Les partenaires au développement, au-delà des appuis techniques et financiers classiques, doivent pour leur part contribuer à la recherche de solutions aux questions essentielles mentionnées ci-dessus et à l’application complète de l’Accord sur la préparation et l’organisation des élections législatives de juillet 2013 dont les dispositions demeurent valides même après la fin des législatives.

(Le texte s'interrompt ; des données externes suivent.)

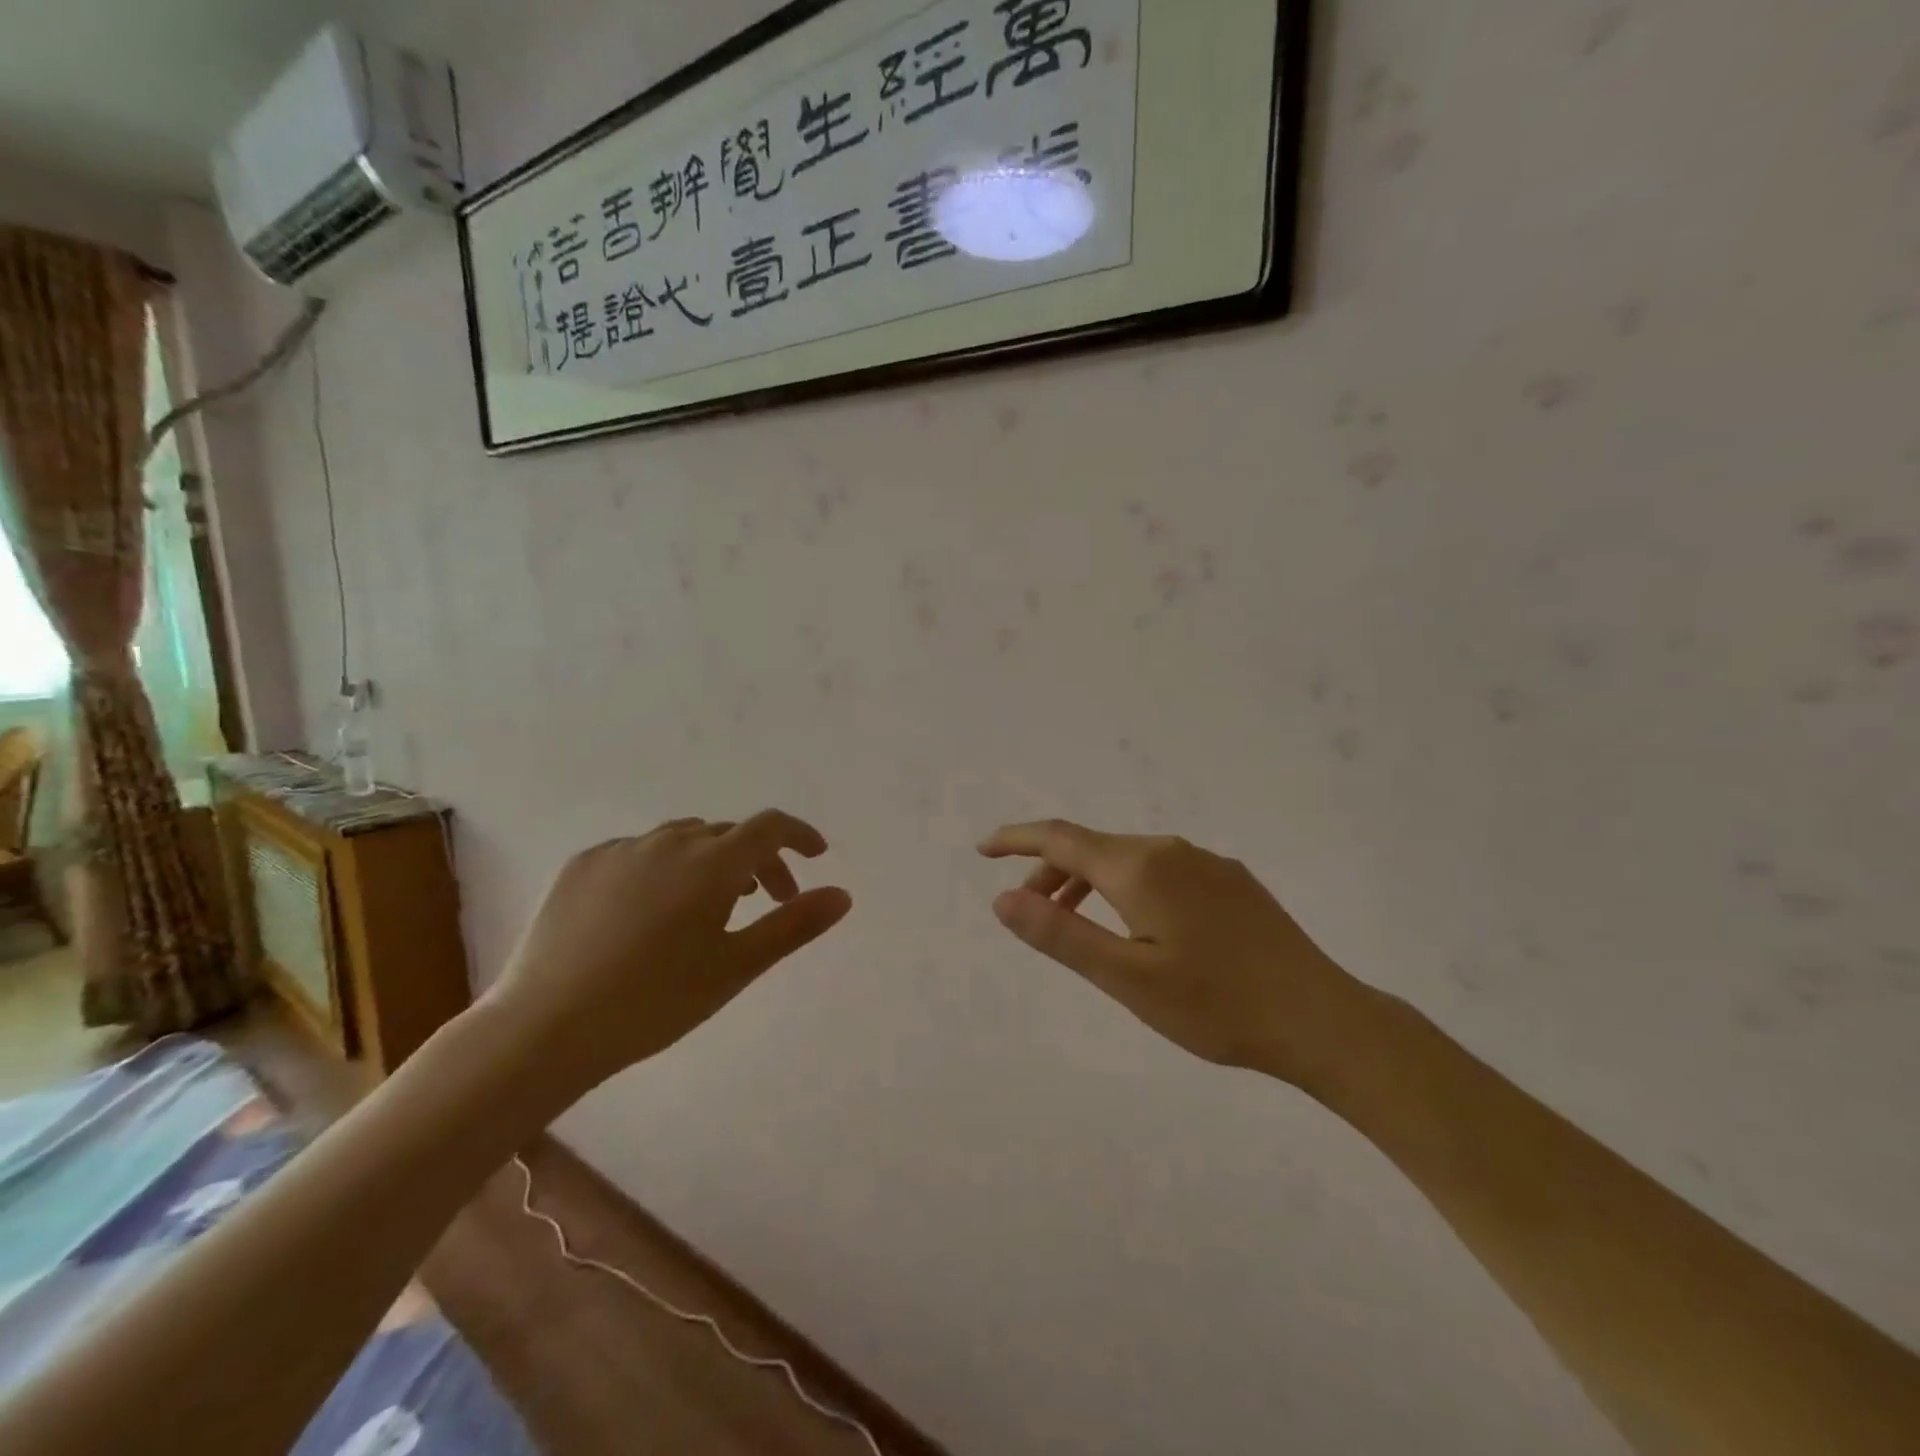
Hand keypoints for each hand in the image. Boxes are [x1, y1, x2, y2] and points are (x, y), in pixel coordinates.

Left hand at [485, 812, 851, 1086]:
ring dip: (710, 861)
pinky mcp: (583, 865)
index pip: (768, 827)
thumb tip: (843, 894)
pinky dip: (662, 868)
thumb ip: (793, 925)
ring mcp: (621, 850)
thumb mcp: (736, 967)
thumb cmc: (655, 1001)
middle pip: (728, 835)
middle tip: (766, 901)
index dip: (798, 835)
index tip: (816, 854)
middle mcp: (668, 842)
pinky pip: (639, 852)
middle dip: (757, 860)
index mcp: (711, 862)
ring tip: (710, 904)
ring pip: (683, 840)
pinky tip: (651, 910)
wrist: (546, 1028)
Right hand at [979, 820, 1375, 1088]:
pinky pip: (1161, 871)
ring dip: (1089, 883)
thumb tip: (1003, 898)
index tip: (985, 849)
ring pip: (1128, 860)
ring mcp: (1206, 862)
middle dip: (1051, 873)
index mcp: (1139, 868)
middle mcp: (1170, 850)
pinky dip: (1127, 888)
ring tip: (1078, 927)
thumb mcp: (1126, 978)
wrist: (1321, 1019)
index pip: (1061, 838)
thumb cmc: (1215, 1005)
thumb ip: (1060, 935)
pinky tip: (1140, 927)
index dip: (1018, 839)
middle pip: (1093, 849)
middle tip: (1030, 916)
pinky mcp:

Bien que rien n’ai été dit ci-dessus sur les élections locales, il est évident qu’une décision rapide – de la part de tous les acteurs du processus électoral – est nécessaire ici aussi quant aux modalités – quand, avec quels outils (par exemple fichier électoral), comment – de son organisation.
NOTE
1) Les estimations publiquement annoncées, bien que très parcellaires, sont quand même très importants. Selon M. Cherif M. Abdallah, président du Groupe organisé des hommes d’affaires de la Guinée, les violences de février et mars 2013 ont coûté pour eux, près de 41 millards de francs guinéens, soit environ 6 millions de USD (http://bit.ly/OohepJ). Pour le Gouvernement, à juin 2013, la baisse des recettes de l’Etat due à l’instabilité politique pouvait être estimée à 1000 md de francs guinées, soit environ 143 millions de USD (http://rfi.my/1nXfPRd).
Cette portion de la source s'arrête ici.